For the MCOI Act, only pecuniary – i.e. financial – conflicts matter: only they have to be declared; only they affect procedure and governance. And only the person and his or her direct family – parents and/or children – are involved. Siblings or other relatives, friends and coworkers are not considered to present a conflict:

Indirect pecuniary interest
2. For the purposes of this Act, a member has an indirect pecuniary interest in any matter in which the council or local board, as the case may be, is concerned, if,
(a) the member or his or her nominee,
(i) is a shareholder in, or a director or senior officer of, a corporation that does not offer its securities to the public,
(ii) has a controlling interest in or is a director or senior officer of, a corporation that offers its securities to the public, or
(iii) is a member of a body,
that has a pecuniary interest in the matter; or
(b) the member is a partner of a person or is in the employment of a person or body that has a pecuniary interest in the matter. R.S.O. 1990, c. M.50, s. 2.
Interest of certain persons deemed that of member
3. For the purposes of this Act, the pecuniary interest, direct or indirect, of a parent or the spouse or any child of the member shall, if known to the member, be deemed to be also the pecuniary interest of the member. R.S.O. 1990, c. M.50, s. 3; 1999, c. 6, s. 41 (2); 2005, c. 5, s. 45 (3).

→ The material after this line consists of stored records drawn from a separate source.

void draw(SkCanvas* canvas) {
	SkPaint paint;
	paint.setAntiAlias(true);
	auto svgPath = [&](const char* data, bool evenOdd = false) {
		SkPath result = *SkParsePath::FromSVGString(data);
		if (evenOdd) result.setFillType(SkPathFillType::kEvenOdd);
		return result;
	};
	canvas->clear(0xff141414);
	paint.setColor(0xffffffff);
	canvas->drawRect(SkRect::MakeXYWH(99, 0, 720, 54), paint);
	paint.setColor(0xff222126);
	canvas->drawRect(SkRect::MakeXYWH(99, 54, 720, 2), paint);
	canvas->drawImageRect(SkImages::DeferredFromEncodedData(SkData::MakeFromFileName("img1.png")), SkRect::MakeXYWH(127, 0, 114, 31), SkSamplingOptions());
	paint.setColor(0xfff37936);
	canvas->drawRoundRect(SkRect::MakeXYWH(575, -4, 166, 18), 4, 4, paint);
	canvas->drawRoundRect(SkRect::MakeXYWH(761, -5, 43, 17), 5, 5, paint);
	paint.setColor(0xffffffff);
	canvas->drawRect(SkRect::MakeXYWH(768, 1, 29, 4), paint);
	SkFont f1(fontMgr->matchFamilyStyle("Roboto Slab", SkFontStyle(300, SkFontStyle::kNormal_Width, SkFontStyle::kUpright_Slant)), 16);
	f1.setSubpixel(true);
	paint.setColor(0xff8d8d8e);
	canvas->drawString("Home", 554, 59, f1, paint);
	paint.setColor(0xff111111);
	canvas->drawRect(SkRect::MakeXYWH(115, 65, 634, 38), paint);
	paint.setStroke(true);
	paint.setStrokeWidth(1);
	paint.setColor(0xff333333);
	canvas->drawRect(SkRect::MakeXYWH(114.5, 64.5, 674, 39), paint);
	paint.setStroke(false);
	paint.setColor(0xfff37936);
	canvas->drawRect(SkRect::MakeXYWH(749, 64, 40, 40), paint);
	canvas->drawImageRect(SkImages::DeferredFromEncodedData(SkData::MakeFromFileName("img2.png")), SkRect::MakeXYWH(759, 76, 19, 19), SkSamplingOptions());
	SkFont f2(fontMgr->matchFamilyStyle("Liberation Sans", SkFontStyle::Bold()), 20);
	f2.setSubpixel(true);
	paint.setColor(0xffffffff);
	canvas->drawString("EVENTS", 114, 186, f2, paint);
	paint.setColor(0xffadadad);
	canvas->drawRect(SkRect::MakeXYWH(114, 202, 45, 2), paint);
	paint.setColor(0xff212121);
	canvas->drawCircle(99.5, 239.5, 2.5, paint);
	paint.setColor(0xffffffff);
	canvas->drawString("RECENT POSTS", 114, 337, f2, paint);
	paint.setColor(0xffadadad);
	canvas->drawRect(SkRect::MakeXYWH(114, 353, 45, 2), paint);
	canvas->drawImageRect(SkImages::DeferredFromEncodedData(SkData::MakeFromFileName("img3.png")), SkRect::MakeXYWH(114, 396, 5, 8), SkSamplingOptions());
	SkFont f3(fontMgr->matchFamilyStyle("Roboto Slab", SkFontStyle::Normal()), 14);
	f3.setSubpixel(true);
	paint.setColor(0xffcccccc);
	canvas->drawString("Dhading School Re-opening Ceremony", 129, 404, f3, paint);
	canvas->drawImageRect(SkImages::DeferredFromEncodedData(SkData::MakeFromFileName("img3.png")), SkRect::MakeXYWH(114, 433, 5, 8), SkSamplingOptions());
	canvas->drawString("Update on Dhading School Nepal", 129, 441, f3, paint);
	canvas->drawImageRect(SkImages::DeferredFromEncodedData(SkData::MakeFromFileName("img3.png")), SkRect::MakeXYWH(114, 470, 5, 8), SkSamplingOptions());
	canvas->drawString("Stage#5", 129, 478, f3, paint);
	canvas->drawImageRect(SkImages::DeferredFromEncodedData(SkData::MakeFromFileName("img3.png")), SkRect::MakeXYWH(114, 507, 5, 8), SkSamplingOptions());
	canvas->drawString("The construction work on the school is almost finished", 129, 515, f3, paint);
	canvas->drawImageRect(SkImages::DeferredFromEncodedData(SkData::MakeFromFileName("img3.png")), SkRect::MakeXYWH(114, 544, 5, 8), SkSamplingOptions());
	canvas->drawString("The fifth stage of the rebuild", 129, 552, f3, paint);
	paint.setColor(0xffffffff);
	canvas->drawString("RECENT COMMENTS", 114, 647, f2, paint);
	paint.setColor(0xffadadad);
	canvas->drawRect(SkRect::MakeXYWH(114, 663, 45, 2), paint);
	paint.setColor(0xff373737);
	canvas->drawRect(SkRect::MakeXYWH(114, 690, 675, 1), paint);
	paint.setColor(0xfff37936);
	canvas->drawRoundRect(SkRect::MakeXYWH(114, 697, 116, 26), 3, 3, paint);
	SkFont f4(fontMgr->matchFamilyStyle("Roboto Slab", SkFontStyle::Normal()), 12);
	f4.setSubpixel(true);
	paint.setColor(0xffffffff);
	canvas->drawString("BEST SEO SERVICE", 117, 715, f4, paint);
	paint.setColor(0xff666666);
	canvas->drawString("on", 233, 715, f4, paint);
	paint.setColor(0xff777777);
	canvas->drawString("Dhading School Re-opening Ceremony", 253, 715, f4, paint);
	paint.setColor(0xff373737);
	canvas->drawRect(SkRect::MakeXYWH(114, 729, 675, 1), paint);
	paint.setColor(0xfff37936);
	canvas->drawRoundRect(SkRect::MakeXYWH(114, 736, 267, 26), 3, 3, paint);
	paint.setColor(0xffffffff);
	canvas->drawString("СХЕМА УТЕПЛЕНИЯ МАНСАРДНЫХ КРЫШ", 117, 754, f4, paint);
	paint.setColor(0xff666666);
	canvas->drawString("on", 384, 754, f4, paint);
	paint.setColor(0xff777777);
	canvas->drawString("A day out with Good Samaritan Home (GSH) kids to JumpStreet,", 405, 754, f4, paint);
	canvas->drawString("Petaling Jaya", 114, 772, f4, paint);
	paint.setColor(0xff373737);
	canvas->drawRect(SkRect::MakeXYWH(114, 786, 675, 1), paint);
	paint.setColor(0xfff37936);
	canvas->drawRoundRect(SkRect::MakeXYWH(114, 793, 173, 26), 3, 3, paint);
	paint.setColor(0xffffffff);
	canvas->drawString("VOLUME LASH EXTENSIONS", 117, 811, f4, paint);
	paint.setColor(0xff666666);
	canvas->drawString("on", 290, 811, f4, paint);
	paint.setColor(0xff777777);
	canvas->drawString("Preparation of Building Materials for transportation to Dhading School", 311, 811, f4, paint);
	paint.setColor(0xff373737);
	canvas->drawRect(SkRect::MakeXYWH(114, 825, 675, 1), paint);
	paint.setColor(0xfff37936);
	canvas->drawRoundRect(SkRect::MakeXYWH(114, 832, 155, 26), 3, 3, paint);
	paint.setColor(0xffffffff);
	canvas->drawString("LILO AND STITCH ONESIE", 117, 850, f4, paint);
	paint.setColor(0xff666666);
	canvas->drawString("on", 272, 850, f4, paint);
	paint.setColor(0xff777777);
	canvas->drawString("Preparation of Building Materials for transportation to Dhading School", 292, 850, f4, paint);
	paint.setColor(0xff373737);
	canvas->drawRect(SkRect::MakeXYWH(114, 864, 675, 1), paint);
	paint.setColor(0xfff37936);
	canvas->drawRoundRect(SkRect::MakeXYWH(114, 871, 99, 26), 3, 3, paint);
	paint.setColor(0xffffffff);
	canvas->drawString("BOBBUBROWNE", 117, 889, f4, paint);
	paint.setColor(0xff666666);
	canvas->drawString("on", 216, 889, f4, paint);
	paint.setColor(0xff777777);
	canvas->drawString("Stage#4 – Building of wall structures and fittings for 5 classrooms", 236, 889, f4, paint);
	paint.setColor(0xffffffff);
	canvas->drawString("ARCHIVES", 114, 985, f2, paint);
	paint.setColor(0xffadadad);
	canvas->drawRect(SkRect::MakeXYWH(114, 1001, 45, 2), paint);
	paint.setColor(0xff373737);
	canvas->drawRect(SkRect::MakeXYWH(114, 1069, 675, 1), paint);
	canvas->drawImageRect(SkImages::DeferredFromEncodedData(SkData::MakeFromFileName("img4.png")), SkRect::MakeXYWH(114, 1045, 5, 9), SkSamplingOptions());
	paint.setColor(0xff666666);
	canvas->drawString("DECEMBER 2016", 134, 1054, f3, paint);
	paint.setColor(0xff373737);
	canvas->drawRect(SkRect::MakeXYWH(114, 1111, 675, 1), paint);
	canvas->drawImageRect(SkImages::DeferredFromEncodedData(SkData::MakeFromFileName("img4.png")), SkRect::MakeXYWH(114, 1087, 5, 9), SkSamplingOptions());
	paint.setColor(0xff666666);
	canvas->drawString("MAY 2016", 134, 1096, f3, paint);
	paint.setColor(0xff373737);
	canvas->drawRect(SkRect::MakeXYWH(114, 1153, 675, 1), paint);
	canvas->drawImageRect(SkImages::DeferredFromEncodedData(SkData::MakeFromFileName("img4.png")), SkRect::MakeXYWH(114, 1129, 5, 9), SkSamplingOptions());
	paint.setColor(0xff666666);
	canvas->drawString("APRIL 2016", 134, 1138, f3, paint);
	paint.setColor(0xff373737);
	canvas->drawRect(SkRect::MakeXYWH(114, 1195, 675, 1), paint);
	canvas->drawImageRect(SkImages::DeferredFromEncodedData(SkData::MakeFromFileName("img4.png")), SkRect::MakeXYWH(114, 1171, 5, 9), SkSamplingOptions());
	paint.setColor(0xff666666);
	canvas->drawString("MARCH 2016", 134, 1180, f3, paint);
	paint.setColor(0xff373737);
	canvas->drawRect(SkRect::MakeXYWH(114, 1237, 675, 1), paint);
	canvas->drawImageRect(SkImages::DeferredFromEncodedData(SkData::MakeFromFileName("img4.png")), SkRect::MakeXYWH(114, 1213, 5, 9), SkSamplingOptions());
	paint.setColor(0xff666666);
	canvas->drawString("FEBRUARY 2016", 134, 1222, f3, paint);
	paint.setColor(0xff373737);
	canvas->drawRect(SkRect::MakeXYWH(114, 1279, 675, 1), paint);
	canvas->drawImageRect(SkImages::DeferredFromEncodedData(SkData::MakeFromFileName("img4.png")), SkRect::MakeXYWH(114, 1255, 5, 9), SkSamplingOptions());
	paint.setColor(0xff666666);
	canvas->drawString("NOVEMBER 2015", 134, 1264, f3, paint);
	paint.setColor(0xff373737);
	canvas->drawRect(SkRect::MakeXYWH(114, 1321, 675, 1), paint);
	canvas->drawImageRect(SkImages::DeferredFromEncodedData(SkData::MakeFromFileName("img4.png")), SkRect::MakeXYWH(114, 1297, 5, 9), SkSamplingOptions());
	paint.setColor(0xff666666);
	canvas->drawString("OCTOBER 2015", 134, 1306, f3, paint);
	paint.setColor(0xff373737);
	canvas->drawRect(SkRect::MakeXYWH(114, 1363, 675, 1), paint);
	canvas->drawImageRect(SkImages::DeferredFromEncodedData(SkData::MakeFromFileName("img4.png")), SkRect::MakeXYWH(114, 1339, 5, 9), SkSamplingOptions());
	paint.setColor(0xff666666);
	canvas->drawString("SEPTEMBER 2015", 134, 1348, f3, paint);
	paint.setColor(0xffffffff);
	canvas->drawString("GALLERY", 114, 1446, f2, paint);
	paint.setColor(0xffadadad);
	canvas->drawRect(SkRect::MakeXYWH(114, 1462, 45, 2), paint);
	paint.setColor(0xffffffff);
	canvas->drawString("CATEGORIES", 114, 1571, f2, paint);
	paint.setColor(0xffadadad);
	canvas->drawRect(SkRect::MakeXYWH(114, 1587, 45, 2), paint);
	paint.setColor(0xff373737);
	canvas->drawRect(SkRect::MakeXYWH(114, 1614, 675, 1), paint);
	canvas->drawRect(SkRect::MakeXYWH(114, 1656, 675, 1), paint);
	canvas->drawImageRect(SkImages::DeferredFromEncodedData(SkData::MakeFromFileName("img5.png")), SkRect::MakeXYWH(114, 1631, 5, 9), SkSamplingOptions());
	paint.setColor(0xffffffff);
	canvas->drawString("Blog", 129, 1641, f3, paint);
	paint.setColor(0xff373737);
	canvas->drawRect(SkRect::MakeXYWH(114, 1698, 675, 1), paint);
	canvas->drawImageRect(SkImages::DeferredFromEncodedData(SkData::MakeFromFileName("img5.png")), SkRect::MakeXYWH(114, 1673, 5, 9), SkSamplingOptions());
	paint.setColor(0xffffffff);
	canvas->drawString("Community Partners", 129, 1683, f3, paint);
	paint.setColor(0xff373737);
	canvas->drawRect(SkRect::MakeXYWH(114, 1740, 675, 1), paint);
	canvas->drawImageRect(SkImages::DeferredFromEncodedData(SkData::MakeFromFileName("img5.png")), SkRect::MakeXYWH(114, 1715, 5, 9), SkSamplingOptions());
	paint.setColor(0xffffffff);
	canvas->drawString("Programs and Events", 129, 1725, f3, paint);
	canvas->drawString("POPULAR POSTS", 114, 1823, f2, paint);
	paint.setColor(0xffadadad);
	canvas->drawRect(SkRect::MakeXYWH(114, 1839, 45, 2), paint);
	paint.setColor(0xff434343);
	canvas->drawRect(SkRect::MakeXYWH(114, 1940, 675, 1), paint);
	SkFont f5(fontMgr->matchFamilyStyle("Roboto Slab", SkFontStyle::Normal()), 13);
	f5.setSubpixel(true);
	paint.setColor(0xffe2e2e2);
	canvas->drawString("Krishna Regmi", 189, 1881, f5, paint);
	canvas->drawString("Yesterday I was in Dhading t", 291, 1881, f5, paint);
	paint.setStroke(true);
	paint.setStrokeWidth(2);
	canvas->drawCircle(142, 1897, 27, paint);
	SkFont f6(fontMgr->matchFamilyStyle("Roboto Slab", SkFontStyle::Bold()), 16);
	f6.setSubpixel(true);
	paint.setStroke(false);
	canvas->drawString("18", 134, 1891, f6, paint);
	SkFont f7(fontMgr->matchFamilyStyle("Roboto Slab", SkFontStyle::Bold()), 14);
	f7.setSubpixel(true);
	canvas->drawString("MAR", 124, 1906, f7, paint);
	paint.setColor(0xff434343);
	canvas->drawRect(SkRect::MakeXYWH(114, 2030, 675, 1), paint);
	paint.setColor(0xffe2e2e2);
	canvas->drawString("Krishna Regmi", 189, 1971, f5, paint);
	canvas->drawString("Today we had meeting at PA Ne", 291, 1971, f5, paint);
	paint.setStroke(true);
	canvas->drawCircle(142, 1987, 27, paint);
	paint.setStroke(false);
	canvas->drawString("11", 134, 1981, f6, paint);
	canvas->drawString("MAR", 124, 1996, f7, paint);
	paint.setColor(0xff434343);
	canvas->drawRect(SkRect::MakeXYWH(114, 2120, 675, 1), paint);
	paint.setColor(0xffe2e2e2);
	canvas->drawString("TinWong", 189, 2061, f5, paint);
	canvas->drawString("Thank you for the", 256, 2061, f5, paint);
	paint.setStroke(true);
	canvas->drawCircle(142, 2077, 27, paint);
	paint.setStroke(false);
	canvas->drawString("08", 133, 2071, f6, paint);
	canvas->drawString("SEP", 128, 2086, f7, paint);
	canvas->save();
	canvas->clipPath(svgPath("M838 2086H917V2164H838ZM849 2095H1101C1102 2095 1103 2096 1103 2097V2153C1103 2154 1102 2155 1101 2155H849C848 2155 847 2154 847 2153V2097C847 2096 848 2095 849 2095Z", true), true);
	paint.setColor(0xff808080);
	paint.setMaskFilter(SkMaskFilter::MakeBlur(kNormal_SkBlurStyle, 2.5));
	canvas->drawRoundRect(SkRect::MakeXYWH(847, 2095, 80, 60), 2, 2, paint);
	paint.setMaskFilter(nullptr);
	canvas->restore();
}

Last week at our Feb. 10 council meeting, in his report to council, Collingwood’s Integrity Commissioner, Robert Swayze, proposed changes to two sections of the town’s Procedural Bylaw. The proposed change to section 13.7 would add a clause for “personal conflict” to the bylaw, and I address that below. I’ll deal with the changes to section 13.8 in a subsequent post.

In his report, Mr. Swayze said,

In my opinion, all members of Council should be encouraged to declare a conflict, whether pecuniary or not, if the member feels that he or she cannot be impartial in voting on a matter. If for example, a member sits on the board of directors of a charity and awarding grants to the charity is before Council, the Councillor should declare a conflict, refrain from voting and such a declaration should not be deemed to be a vote against the charity. I have recommended in Appendix “D” that personal conflicts be added to section 13.7 and that 13.8 be deleted from the Procedural By-law.

In his oral presentation, he said that other municipalities had included similar “personal conflict” conditions in their own governance regulations. I did some research into those regulations this past week.

Mississauga has the term in its procedural bylaw, I found, but it lacks a firm definition of the term, leaving it open to individual interpretation. The other references I’ve found are in codes of conduct or policy statements.

I’m troubled by the potential pitfalls of implementation as presented, rather than the intent, and argue below that the appropriate place for such terms is in the town’s Code of Conduct.